# Campsite flooded - photos



## Rapide561 (Oct 1, 2005)

Hi

Just arrived back at the CCC Boroughbridge to find only a handful of people still here for obvious reasons. 

I am OK as I am behind the flood bank on a Super Service Pitch.

The ower of the caravan is hours away, so we are going in, shorts and flip flops on to try to pull it clear, if the owner gives his consent to smashing the hitch lock. 

Russell


----------



## artona (Jan 19, 2006)

HI Russell

Thats incredible. We were camped last night at a campsite called Mill House. The site has a history of getting flooded but we were ok. Tonight though on the news was a picture of a chap sitting on his bonnet, his car caught in a flood - and it was filmed half a mile from where the site is.

Be careful going in


stew


----------



## Rapide561 (Oct 1, 2005)

*Floods*

Hello

It is very bad around here. Even the A1 was closed as I was coming back from the dealers.

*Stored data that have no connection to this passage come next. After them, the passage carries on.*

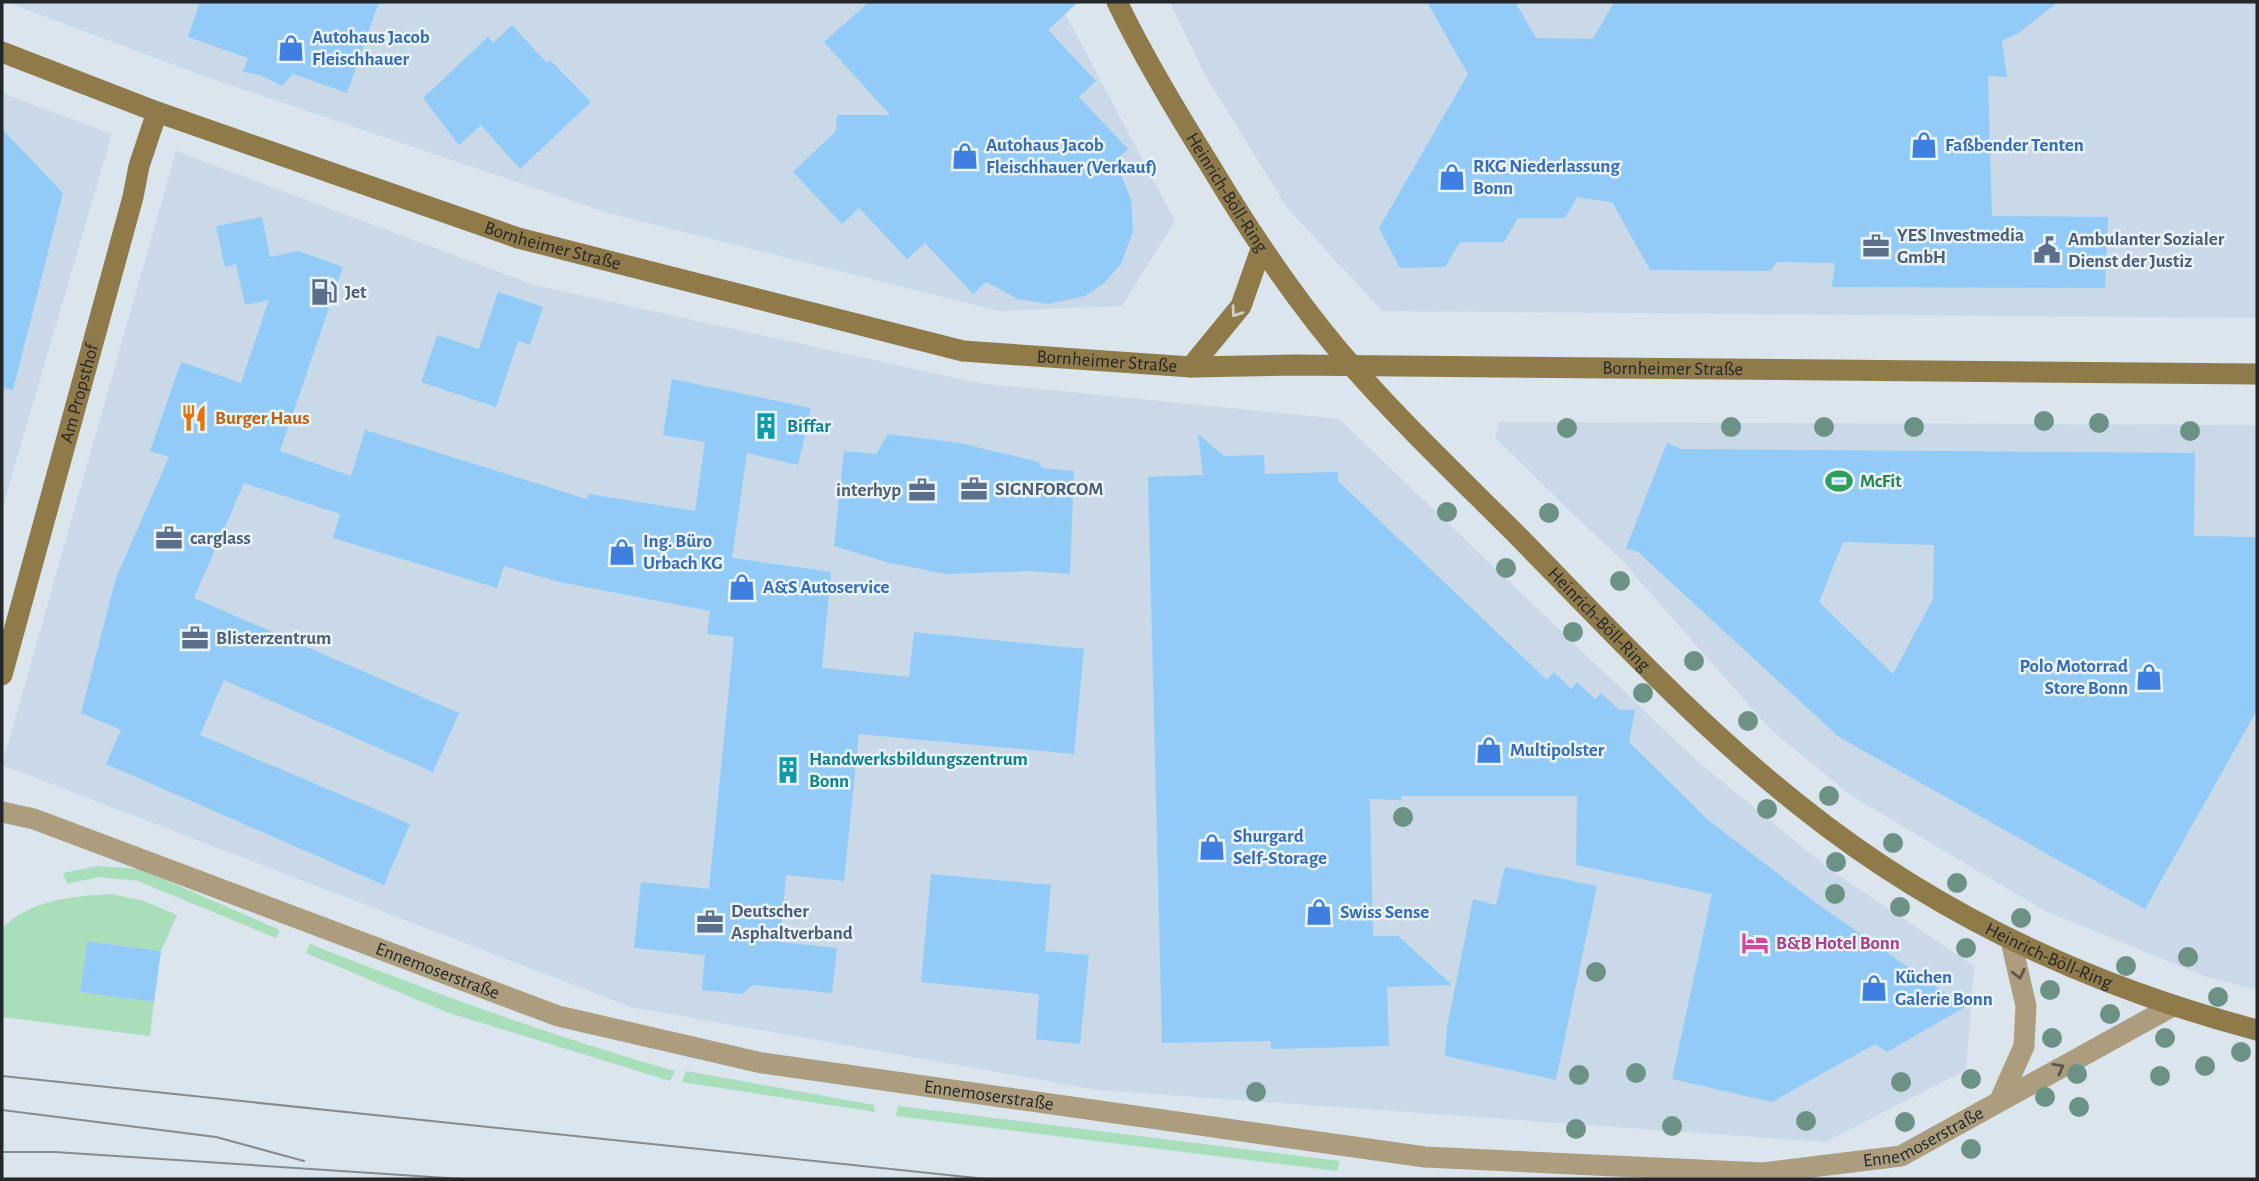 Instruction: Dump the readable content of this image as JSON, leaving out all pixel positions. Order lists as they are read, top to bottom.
{
  "streets": {
    "main road": ["Heinrich-Böll-Ring", "Bornheimer Straße", "Am Propsthof"],
    "street": ["Ennemoserstraße"]
  },
  "crossings": [
    ["Heinrich-Böll-Ring", "Bornheimer Straße"],
    ["Heinrich-Böll-Ring", "Ennemoserstraße"],
    ["Bornheimer Straße", "Am Propsthof"]
  ],
  "places": {
    "shop": [
      "Autohaus Jacob Fleischhauer",
      "Faßbender Tenten",
      "Autohaus Jacob Fleischhauer (Verkauf)",
      "RKG Niederlassung Bonn",
      "Ing. Büro Urbach KG",
      "A&S Autoservice",
      "Polo Motorrad Store Bonn",
      "Multipolster",
      "Shurgard Self-Storage",
      "Swiss Sense",
      "Küchen Galerie Bonn"
    ],
    "office": [
      "YES Investmedia GmbH",
      "SIGNFORCOM",
      "interhyp",
      "carglass",
      "Blisterzentrum",
      "Deutscher Asphaltverband"
    ],
    "public building": ["Ambulanter Sozialer Dienst der Justiz"],
    "fuel station": ["Jet"],
    "restaurant": ["Burger Haus"],
    "building": ["Biffar", "Handwerksbildungszentrum Bonn"],
    "sports": ["McFit"],
    "hotel": ["B&B Hotel Bonn"]
  }
}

The pic is the other side of the site. The rain has stopped but the river is really going at a pace. I am amazed how quick the water is rising on the site.

Russell


----------



## 88781 (May 9, 2005)

*floods*

Hi Russ, drove the 7 miles to B,bridge this morning on a school run (Boroughbridge High on the right before you make the turn to Roecliffe) loads of standing water across the road made driving difficult. later today the High bridge at Knaresborough was closed, the A59 towards Skipton is closed all w/e due to a landslide blocking the road, trains from Harrogate to York and Leeds were cancelled due to flooded lines 8O

Bus service to Leeds was suspended for a while due to a tree down, limited service to York. We have lots of local flooding, we are the only occupants of the CL where we are based it's too wet to get on or off, all the local Rivers Ure, Skell, Wharfe and Swale are on floodwatch ...what ever happened to flaming June?? :roll: :roll:

MnD


----------



## Rapide561 (Oct 1, 2005)

*Floods*

Hi

The caravan is safe! A chap with a very high 4x4 went to get it.

Russell


----------



## RichardnGill (Aug 31, 2006)

Well done, Just make sure you are parked at the higest point on the site.

Richard...


----------



## JockandRita (Jun 1, 2005)

Hi all,

As I was driving up tp Scotland yesterday, (06.00hrs), the torrential rain never stopped from Newark on the A1, right through to Bowes Moor on the A66. 
The outside lane on the A1 at Leeming Bar was flooded. Judging by the size of the waves coming over the central reservation, (due to idiot drivers), the opposite carriageway was worse.

In all of my years of driving, yesterday's experience has to be the scariest so far. I really wished that I was in my 44 tonner, and not Rita's little Peugeot. 

Once over the A66, it all eased off. I hoestly feel that if I hadn't left home when I did, I wouldn't have reached my folks house in Ayr, at all yesterday.

Jock.


----------



## des (Aug 13, 2005)

we are at kingsbury water park. floods all round, with many roads closed. much of the site with surface water, but not flooded. hoping for a respite from the downpour.

des


----------



## Rapide561 (Oct 1, 2005)

*Floods*

Hi

This is the pic this morning and still rising.

The height of the childrens playswing gives an idea of the water depth.

Russell


----------



## MicknPat (Jul 18, 2005)

Perhaps caravans and motor homes need fitting with altimeters these days?


----------



## asprn (Feb 10, 2006)

We've been without electricity here on the farm (10 miles east of Lincoln) since 5:30 pm yesterday (Fri). They initially predicted an 11:00 pm repair, but it's 10:00 am and we're still Powerless and under water.

I've moved the RV to the front of the house & run a lead in - God bless the jenny!  Mags' tropical fish are saved, and the Hub is now back on-line (hence my being able to reach out to the world again.... 8O ).

We'll be off all day too, apparently.

Dougie.


----------



## gromett (May 9, 2005)

Slinging it down here again. Not seen rain like this in years....
Roof sealed thank goodness 

How is the site today russell?

Karl


----------



## peterandirene (May 9, 2005)

Just arrived back from York. Left a day early as all indications were that York CC (Rowntree) would be evacuated early afternoon (Sat 16 June). Anyone know the present situation, did we do the right thing?

Peter


----------



## thefman (May 1, 2005)

well today the16th is the opening day of the fishing season(rivers) needless to say ive given this one a miss


----------



## Snelly (Aug 20, 2005)

Whilst lots of you were having a type of nightmare of your own, I was out helping others with their nightmares... a impromtu river occured on a major A road and spent someone spinning...

We also had several housing estates under water, not the best conditions for attending poorly people!


----------



## pfil32 (Jul 27, 2005)

We had booked up at the CCC site at St Neots over the weekend. Got a phone call from the site on Thursday to say they were flooded and had to close the site hence our weekend there was cancelled. Went to ashurst in the New Forest instead. weather OK there.

Phil


----------